The right of asylum seekers to work is an issue which I have raised previously and in fact both the Tánaiste and I had in recent weeks asked our officials to begin work to identify the options for and barriers to asylum seekers accessing the labour market in particular defined circumstances. Yesterday’s judgement gives this work increased emphasis and priority.
The judgement has concluded that an absolute ban on the right to work (as distinct from a time limit being set in legislation or some other means), is contrary to rights under Article 40.1 of the Constitution. The court recognises that this is a matter for the Executive and Legislature to consider and accordingly has adjourned consideration of the Order the Court should make for a period of six months. Full consideration of the judgement will be given over the coming period and it is expected that the State will make submissions to the Court in relation to the format of the order the Court is to make at the appropriate time.

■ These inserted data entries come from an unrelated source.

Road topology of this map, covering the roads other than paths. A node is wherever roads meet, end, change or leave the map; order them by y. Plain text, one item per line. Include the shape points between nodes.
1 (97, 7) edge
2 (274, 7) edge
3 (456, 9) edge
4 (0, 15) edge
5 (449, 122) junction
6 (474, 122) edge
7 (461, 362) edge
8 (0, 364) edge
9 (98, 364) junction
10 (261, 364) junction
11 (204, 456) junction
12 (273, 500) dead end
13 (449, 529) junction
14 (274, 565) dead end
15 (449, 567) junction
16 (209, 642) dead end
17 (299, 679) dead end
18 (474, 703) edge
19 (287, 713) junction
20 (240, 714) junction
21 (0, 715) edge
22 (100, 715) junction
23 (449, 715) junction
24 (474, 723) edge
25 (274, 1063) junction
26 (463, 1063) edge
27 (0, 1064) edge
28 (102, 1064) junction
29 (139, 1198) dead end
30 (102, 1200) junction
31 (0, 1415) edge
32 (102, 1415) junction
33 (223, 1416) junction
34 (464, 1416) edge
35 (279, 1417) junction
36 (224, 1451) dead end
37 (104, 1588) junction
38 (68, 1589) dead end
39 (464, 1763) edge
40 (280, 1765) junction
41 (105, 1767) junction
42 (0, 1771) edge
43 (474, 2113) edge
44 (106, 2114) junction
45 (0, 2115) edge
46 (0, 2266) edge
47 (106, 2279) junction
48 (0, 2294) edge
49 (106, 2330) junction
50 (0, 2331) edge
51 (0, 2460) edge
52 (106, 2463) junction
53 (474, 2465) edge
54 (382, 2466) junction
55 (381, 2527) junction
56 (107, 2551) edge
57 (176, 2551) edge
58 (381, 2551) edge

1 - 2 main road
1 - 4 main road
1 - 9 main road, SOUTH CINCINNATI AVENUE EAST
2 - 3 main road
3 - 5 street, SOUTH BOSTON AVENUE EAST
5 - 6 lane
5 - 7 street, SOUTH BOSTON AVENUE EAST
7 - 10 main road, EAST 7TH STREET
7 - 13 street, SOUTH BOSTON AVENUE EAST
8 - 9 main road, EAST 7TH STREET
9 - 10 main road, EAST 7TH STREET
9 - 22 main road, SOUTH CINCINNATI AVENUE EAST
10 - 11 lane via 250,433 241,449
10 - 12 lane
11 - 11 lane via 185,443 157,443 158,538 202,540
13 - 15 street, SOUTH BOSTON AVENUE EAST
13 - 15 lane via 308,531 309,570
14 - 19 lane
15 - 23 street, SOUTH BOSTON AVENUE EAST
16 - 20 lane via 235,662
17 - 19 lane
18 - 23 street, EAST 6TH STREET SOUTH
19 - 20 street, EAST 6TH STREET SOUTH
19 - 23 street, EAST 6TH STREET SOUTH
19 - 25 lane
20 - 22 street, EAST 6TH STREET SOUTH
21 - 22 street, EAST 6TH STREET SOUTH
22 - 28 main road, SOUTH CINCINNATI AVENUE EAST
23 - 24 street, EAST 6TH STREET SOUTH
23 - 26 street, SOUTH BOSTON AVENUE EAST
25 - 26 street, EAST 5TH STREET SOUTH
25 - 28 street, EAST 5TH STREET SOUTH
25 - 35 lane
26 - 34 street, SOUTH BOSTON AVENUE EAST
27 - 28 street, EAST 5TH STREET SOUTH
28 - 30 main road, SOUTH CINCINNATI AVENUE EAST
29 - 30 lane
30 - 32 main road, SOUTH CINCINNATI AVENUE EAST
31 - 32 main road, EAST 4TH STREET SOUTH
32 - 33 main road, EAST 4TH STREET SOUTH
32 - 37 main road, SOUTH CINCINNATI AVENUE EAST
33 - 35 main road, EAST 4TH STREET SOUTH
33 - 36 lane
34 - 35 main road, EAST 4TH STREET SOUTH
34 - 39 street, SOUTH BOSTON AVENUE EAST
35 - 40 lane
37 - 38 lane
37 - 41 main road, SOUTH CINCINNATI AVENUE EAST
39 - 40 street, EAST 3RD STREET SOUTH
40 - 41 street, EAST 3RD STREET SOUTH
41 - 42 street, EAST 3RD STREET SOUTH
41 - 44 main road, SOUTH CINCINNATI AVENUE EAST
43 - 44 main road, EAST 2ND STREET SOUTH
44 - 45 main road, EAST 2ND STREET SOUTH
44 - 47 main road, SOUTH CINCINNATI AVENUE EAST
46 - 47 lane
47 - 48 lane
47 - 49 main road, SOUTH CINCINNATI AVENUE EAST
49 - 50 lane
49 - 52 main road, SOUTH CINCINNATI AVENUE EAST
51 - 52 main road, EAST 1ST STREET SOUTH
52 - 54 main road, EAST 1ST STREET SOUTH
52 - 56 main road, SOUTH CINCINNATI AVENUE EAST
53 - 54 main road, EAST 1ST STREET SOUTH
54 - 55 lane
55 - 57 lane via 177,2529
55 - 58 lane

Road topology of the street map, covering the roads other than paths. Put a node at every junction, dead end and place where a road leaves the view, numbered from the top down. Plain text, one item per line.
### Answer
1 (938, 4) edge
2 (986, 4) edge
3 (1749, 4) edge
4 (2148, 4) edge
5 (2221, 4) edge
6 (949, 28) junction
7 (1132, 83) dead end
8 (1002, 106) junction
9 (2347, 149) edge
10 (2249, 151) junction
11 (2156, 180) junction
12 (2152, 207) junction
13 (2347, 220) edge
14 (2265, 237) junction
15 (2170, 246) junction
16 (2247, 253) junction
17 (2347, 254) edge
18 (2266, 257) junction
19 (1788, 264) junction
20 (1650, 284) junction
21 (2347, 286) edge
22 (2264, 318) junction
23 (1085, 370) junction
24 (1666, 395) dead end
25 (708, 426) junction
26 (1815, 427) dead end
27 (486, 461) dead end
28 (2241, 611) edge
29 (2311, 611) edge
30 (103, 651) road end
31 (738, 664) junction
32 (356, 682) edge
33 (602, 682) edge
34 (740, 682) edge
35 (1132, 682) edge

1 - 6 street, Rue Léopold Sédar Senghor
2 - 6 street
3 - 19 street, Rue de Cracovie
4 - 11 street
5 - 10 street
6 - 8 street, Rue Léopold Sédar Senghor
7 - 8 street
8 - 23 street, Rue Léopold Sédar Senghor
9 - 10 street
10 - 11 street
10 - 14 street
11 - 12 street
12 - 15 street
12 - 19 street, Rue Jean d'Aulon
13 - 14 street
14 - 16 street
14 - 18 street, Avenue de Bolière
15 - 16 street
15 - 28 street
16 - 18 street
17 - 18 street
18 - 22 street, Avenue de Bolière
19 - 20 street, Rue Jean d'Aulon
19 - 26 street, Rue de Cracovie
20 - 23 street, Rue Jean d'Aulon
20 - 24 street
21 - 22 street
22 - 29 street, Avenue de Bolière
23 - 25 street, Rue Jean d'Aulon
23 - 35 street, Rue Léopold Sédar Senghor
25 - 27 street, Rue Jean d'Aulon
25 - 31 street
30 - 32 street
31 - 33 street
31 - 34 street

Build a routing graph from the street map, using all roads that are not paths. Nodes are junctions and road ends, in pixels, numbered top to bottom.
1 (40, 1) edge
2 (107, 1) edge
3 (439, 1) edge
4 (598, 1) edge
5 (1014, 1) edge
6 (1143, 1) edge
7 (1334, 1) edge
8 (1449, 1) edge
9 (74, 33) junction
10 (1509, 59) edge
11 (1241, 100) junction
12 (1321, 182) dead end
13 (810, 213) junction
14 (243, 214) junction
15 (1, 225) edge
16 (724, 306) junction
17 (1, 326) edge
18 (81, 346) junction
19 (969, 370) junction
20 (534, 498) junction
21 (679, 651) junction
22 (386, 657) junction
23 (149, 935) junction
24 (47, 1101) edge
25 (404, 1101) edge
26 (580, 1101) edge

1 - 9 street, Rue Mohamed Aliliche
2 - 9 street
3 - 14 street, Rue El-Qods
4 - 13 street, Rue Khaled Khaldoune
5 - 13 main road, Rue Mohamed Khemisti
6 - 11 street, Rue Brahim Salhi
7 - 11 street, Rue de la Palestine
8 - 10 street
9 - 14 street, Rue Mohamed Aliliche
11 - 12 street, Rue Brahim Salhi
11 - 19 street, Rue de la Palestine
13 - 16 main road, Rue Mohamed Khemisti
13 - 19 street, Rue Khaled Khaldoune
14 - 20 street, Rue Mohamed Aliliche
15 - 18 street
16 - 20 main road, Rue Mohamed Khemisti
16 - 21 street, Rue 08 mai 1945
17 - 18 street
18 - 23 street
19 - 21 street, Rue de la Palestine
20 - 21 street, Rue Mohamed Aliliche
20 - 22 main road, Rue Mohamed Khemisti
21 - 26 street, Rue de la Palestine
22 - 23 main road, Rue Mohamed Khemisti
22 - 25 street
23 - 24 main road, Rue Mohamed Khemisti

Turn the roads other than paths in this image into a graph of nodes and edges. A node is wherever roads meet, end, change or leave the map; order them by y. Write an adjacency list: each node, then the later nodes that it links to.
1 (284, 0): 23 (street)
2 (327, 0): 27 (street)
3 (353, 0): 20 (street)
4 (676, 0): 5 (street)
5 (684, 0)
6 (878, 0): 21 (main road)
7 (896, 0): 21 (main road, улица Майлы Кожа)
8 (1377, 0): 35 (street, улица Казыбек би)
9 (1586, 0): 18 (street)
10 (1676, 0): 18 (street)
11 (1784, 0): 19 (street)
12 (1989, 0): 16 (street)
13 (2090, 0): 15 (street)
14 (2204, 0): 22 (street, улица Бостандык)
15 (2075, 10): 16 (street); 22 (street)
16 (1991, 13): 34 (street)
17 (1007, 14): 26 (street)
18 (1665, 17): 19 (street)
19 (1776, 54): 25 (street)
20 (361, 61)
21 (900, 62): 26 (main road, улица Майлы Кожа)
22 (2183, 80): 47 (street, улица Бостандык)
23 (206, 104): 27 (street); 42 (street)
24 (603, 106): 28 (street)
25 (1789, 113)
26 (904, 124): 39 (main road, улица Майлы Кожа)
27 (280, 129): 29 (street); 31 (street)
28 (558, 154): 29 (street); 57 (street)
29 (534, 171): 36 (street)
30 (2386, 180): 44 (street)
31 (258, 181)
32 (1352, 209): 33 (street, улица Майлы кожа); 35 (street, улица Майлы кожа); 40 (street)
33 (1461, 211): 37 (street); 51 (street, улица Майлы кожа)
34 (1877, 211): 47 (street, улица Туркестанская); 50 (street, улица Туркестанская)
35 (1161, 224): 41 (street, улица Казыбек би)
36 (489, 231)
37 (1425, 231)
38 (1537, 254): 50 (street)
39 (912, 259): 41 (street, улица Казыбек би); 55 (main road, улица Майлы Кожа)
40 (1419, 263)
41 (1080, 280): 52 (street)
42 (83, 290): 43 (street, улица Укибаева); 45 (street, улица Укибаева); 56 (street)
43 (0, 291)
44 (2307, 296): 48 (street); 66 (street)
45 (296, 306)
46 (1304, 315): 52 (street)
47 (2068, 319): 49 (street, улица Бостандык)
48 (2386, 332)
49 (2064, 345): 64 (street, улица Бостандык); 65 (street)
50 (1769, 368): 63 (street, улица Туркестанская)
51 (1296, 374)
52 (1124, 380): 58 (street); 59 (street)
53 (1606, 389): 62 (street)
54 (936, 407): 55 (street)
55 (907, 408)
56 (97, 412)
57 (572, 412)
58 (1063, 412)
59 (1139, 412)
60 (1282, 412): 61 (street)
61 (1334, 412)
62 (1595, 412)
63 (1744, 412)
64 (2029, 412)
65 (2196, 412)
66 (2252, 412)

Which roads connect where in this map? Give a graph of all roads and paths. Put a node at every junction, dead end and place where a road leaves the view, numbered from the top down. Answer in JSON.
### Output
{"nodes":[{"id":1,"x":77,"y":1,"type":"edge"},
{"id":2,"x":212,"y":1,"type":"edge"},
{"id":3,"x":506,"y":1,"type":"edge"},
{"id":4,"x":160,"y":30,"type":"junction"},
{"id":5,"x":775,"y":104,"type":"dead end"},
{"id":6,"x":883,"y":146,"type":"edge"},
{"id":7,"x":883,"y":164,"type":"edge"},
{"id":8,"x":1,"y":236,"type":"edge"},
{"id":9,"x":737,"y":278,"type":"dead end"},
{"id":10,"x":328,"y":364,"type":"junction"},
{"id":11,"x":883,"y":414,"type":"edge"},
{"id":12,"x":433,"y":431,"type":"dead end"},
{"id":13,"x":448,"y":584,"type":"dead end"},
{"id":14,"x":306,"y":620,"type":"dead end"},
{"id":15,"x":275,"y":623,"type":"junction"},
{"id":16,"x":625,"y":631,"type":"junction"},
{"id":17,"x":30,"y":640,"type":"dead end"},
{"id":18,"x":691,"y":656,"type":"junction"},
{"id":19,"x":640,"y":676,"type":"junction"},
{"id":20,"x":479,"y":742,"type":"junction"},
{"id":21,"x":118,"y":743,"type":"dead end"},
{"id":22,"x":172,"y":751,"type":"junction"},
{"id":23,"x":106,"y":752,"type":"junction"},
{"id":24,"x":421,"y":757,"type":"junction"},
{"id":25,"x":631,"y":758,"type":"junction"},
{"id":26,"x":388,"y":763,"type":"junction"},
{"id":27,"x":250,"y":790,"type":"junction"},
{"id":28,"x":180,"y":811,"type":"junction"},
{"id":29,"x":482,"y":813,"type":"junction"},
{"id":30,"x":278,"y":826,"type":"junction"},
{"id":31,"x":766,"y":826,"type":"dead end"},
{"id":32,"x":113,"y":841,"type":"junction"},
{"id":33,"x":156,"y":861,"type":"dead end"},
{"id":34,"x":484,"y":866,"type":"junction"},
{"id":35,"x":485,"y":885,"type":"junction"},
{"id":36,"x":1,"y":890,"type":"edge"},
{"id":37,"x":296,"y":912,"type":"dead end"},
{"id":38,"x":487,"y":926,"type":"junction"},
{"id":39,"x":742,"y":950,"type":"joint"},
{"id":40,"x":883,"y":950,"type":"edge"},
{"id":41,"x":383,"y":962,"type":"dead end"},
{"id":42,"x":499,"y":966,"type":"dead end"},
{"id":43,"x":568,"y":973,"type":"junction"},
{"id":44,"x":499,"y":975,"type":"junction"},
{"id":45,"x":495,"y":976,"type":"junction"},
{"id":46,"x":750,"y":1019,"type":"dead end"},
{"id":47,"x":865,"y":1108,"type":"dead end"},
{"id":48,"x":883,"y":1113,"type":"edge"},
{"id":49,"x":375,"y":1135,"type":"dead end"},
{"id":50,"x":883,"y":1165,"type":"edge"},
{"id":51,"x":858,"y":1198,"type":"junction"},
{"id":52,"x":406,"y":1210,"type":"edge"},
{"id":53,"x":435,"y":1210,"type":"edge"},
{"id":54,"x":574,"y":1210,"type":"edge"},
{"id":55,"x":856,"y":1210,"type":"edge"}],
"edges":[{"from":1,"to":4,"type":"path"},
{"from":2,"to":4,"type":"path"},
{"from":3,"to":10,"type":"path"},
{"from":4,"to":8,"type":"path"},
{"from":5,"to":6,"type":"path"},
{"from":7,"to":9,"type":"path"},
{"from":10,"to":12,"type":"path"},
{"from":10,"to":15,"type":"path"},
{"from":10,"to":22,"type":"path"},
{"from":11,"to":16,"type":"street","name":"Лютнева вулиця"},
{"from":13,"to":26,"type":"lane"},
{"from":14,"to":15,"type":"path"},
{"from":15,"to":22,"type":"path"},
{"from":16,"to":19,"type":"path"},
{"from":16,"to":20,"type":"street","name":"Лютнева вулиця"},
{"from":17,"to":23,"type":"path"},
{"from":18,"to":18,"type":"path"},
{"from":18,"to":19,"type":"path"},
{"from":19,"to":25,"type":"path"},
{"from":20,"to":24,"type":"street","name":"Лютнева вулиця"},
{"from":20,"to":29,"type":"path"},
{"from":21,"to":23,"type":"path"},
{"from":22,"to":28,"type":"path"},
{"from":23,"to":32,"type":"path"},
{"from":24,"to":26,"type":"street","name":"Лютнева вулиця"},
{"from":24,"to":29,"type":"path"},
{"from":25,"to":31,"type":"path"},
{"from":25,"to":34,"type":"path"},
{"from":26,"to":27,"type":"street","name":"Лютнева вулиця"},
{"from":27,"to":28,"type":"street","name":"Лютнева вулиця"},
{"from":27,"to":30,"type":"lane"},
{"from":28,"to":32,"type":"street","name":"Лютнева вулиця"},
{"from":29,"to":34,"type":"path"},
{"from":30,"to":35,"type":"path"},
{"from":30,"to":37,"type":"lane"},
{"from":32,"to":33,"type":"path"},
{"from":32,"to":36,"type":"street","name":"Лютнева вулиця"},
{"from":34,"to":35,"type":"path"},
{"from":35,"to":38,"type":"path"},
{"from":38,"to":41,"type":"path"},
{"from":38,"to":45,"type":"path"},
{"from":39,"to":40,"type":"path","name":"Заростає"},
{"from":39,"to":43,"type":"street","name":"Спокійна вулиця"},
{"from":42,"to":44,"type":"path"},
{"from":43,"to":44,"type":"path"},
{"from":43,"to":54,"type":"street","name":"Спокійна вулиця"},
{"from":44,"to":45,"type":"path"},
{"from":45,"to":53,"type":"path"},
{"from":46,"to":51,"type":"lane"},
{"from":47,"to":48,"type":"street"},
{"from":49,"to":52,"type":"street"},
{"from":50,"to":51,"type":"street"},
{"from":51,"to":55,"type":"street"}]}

The judgement raises obvious policy, legal and operational issues and my Department, working with the Office of the Attorney General, and in consultation with other Departments, will be examining the impacts of the judgement in the coming period. Proposals will be brought to Government as soon as that process concludes. Contributions from members of this House to this process will also be carefully considered.
This judgement should not be looked at in isolation without recognising the considerable changes that have already been made to the system of international protection and improvements that have been made and are continuing to be made to the Direct Provision system. The new asylum legislation, commenced on 31st December last, is specifically designed to address the delays in decision making with consequent increased time spent in direct provision. Indeed positive determinations have been made in 115 cases in the first three months of this year; the result of which is that the individuals in question are fully entitled to access the labour market.
Regarding the overall length of stay in Direct Provision, since the Justice McMahon Group examined this, there has been a radical improvement in the length of time persons are in the Direct Provision system. Figures now show that 72% have been there for three years or less since the date of their application. This compares to 36% who were there for 3 years or less when the data was compiled for the Working Group in 2015. In other words, there has been a complete reversal in the profile of the length of stay since the Working Group examined the matter. These improvements are as a result of concerted efforts to deal with cases who are 5 or more years in the system.
Overall, 92% of the McMahon Report’s 173 recommendations are now implemented, partially implemented or are in progress. This is a significant increase on the 80% reported in the first audit of progress published last June. That is 121 of the recommendations are now implemented, with a further 38 recommendations partially implemented or in progress.
The McMahon report also focused on improvements on living conditions in Direct Provision Centres. A programme of independent living is being rolled out across the centres to enable residents to have access to self-catering options. Self-catering is now in operation in Mosney with further kitchens installed and becoming available for use by residents in centres in Clonakilty, Kinsale Road, Knocklisheen and St Patrick’s in Monaghan. In addition a food hall was opened at Mosney in January this year which allows residents to acquire their own food through a points system.
The question of the right to work is closely intertwined with the processing times for first instance decisions. In many EU Member States, the right to work is not an unfettered right, often arising after a particular period of time – usually 9 months to a year – and in many instances limited to particular job categories, etc. For example in Sweden and Portugal the granting of a right to work coincides with the withdrawal of financial supports. One of the principle aims of the International Protection Act is to process cases as quickly as possible so that persons who are granted a permission to stay have an automatic right to work. Providing a legal or practical limitation on the time taken to process an application for asylum is one option mentioned in the Judgement that may be permissible. This will be a matter for further consideration.
In conclusion, the full implications of the judgement is being examined, including wider implications in relation to the operation of the Common Travel Area and indeed the upcoming Brexit negotiations. However, what can be said is that the Government, through its various measures to improve processing rates is already moving to the stage whereby first instance decisions on status will be made as quickly as possible with persons granted status having automatic right to work. Clearly the alignment of these important developments will form part of the detailed consideration and response to yesterday’s Supreme Court Judgement.